▸ WORK INSTRUCTION:
Each line from the one that contains "Digitize the connectivity" to the last line of the records below must be restated word for word.

▸ INFORMATION PROVIDED:
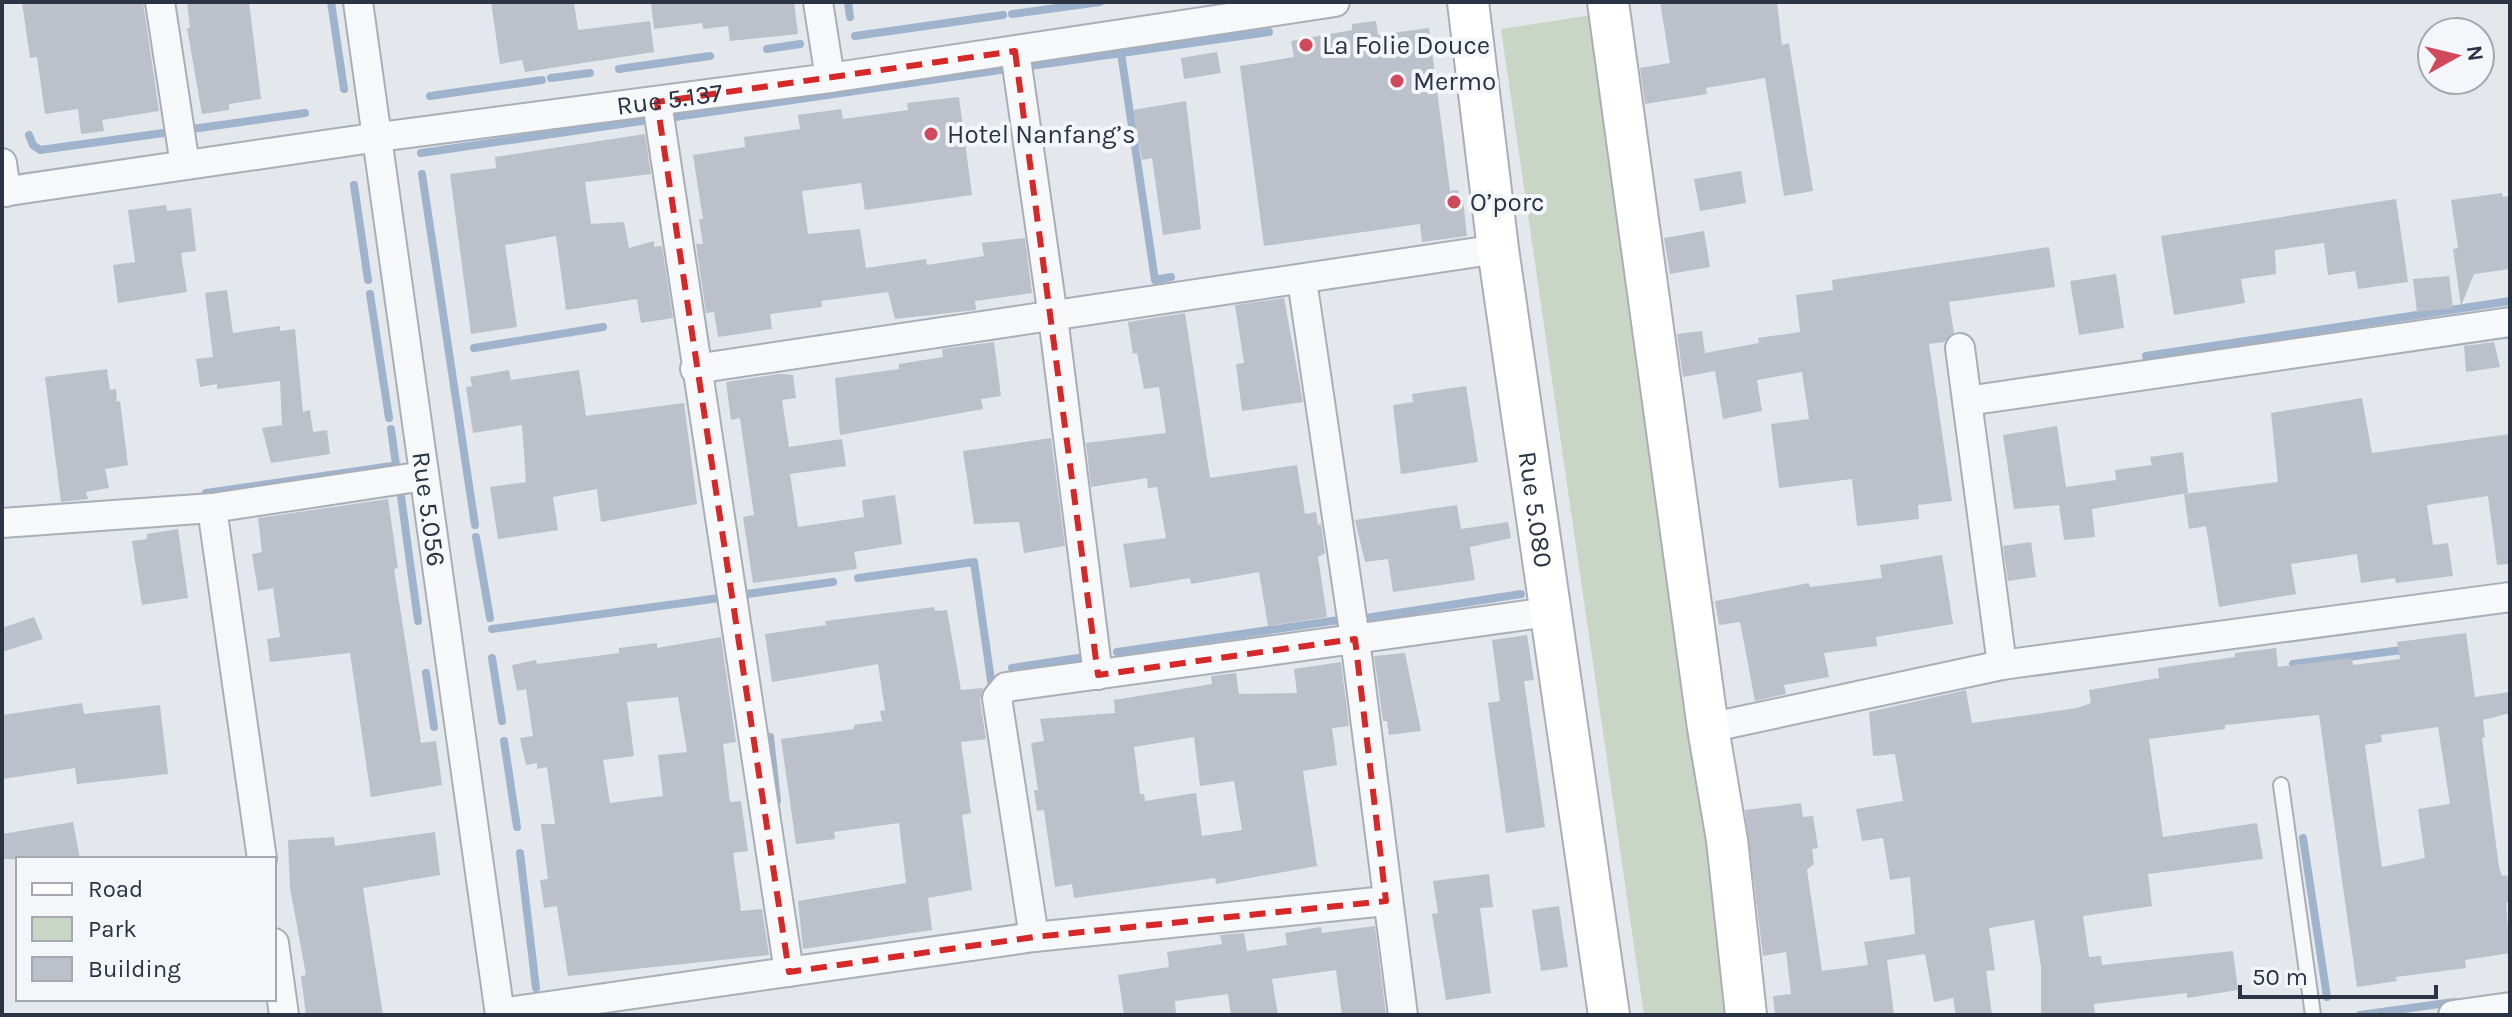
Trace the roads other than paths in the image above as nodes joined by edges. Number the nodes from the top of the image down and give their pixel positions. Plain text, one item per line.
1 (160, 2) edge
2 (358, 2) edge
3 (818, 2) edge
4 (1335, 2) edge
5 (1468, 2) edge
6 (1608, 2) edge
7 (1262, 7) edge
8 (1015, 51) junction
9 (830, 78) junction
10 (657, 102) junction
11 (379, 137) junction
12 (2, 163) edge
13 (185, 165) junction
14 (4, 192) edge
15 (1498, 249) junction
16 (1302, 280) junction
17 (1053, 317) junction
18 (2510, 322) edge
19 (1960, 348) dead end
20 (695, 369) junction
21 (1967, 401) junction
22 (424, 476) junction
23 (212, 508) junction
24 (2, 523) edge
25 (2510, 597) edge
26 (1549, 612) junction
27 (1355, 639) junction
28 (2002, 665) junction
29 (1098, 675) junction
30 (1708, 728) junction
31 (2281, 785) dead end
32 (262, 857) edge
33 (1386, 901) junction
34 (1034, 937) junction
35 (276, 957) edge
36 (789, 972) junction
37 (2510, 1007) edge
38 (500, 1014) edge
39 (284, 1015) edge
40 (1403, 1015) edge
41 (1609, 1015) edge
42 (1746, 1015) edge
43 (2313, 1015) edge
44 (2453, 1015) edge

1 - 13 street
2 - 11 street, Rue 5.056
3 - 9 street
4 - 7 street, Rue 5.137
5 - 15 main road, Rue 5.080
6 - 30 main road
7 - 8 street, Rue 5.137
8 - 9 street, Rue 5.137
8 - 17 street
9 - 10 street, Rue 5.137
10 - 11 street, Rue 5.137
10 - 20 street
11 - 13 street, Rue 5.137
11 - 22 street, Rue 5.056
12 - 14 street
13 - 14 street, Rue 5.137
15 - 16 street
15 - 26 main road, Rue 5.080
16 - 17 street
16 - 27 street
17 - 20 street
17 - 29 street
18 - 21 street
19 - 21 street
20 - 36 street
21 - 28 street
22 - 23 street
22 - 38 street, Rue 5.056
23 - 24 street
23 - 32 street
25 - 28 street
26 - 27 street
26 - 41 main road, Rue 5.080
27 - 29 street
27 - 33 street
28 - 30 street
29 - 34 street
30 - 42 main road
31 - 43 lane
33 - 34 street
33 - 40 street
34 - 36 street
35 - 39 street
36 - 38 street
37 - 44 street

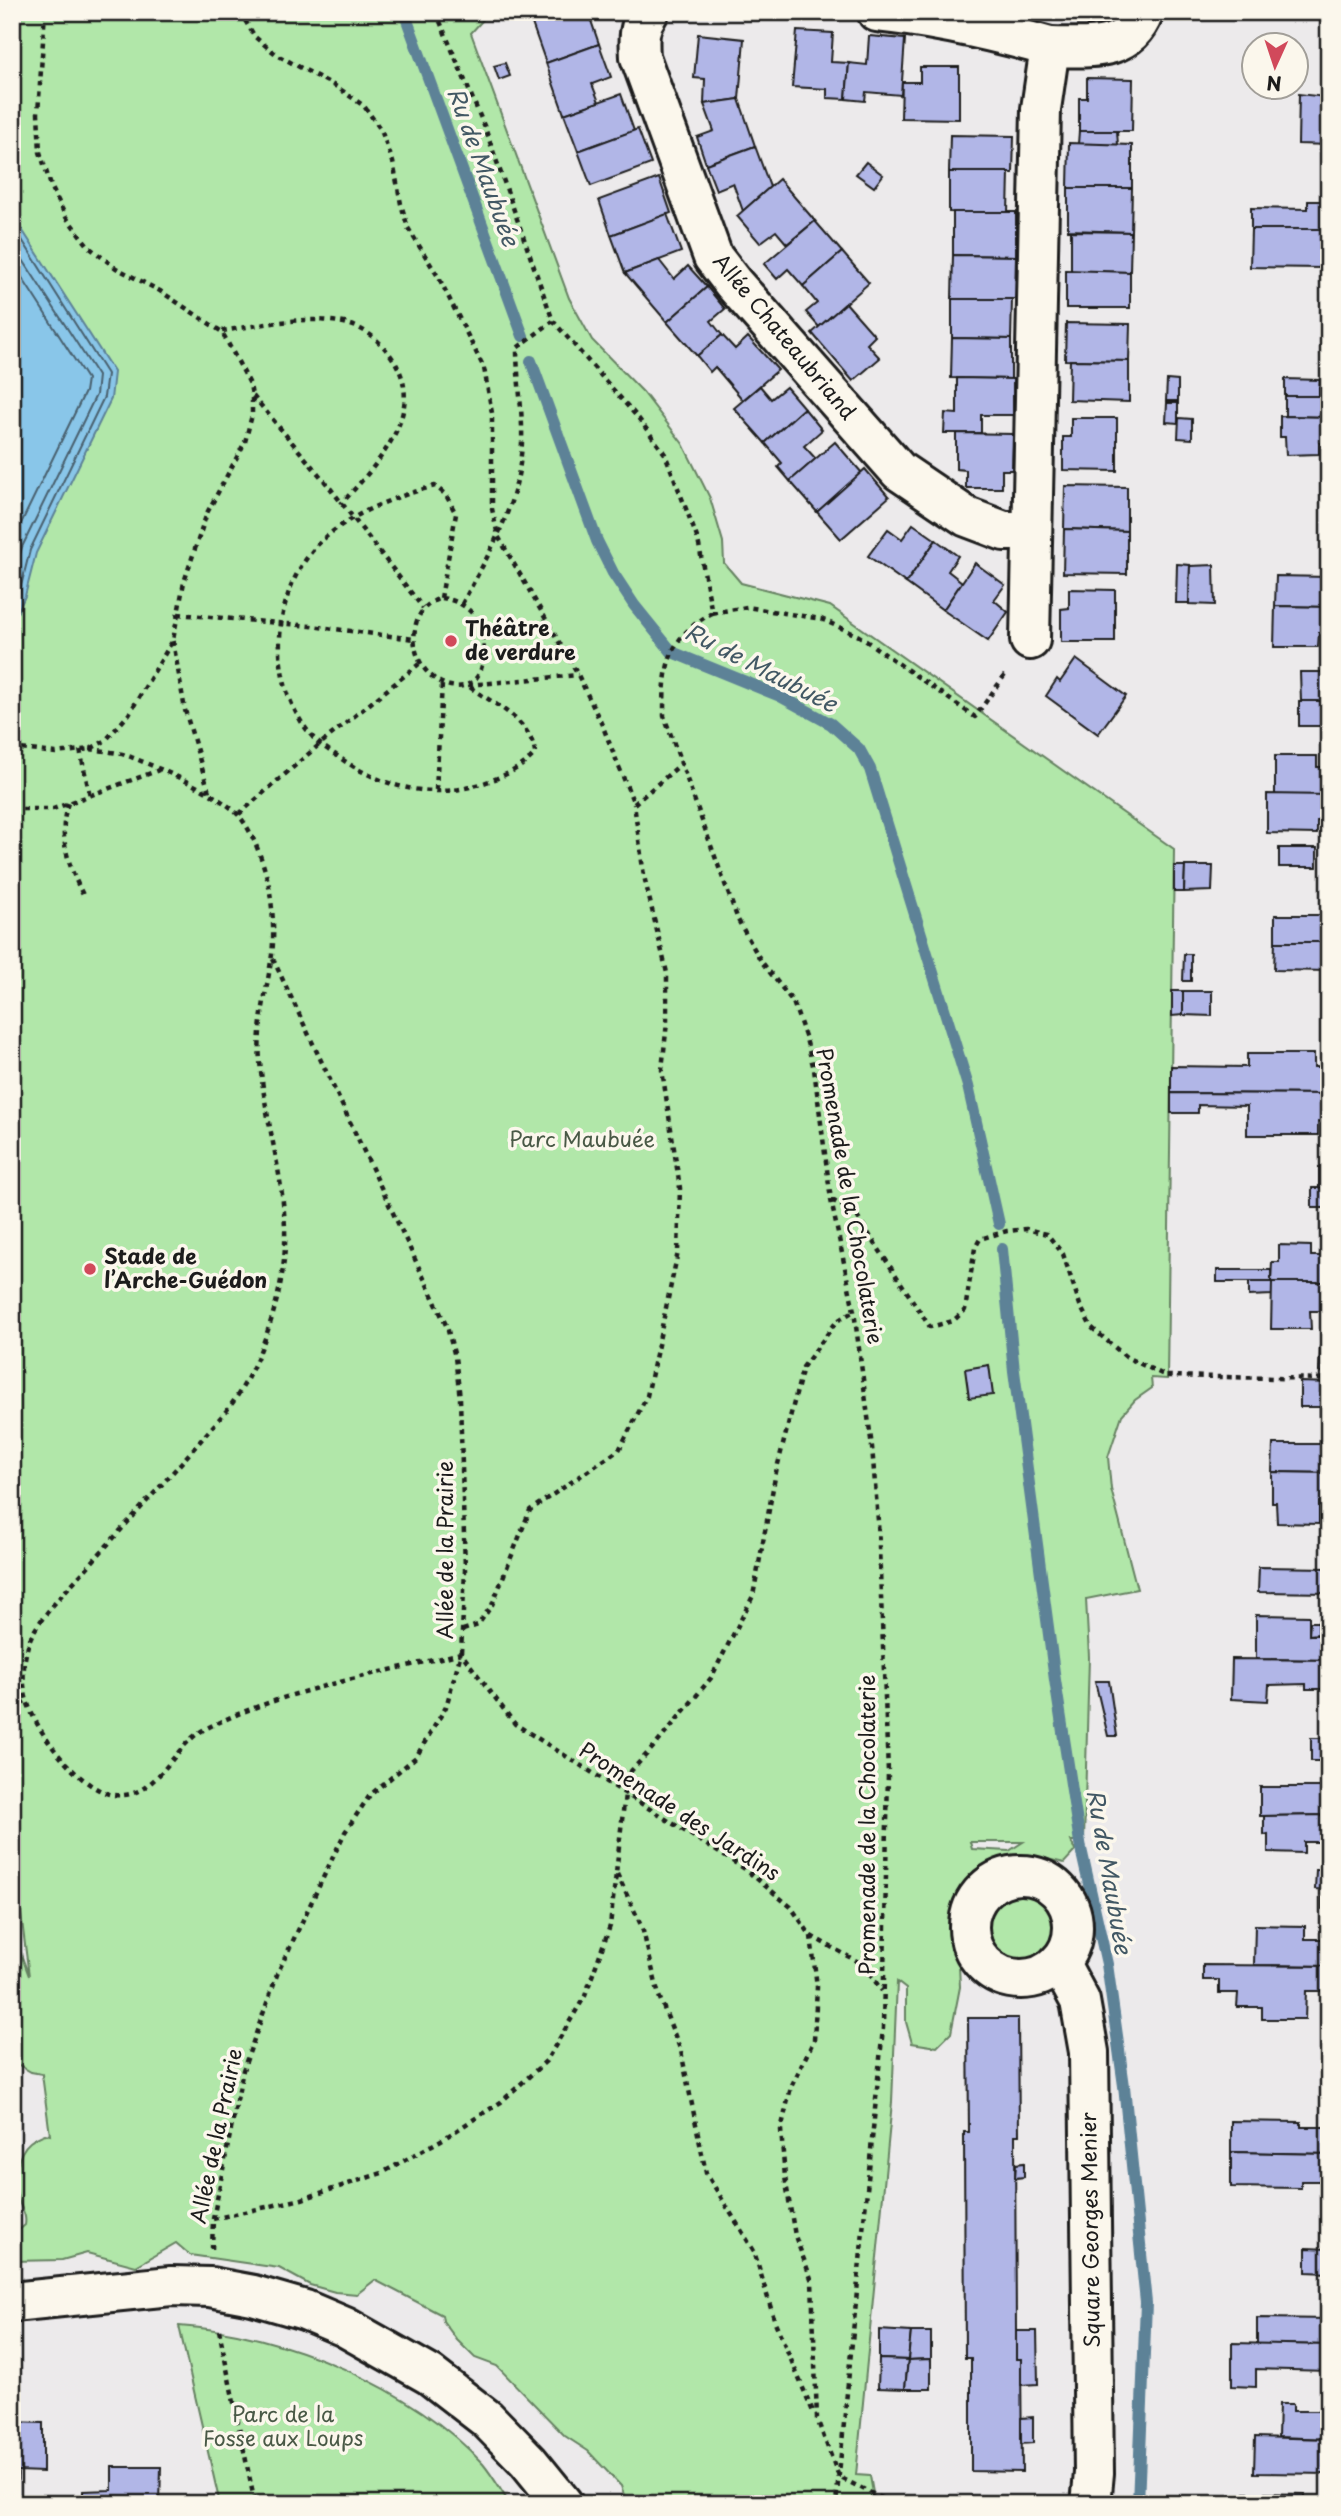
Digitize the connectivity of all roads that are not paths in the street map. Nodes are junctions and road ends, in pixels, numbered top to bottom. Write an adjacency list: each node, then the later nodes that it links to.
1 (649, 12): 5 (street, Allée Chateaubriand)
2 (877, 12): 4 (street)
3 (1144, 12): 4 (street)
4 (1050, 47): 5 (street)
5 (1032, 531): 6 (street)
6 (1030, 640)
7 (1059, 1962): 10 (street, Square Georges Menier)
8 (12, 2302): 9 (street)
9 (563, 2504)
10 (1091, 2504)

▸ YOUR RESPONSE:
Digitize the connectivity of all roads that are not paths in the street map. Nodes are junctions and road ends, in pixels, numbered top to bottom. Write an adjacency list: each node, then the later nodes that it links to.
1 (649, 12): 5 (street, Allée Chateaubriand)
2 (877, 12): 4 (street)
3 (1144, 12): 4 (street)
4 (1050, 47): 5 (street)
5 (1032, 531): 6 (street)
6 (1030, 640)
7 (1059, 1962): 10 (street, Square Georges Menier)
8 (12, 2302): 9 (street)
9 (563, 2504)
10 (1091, 2504)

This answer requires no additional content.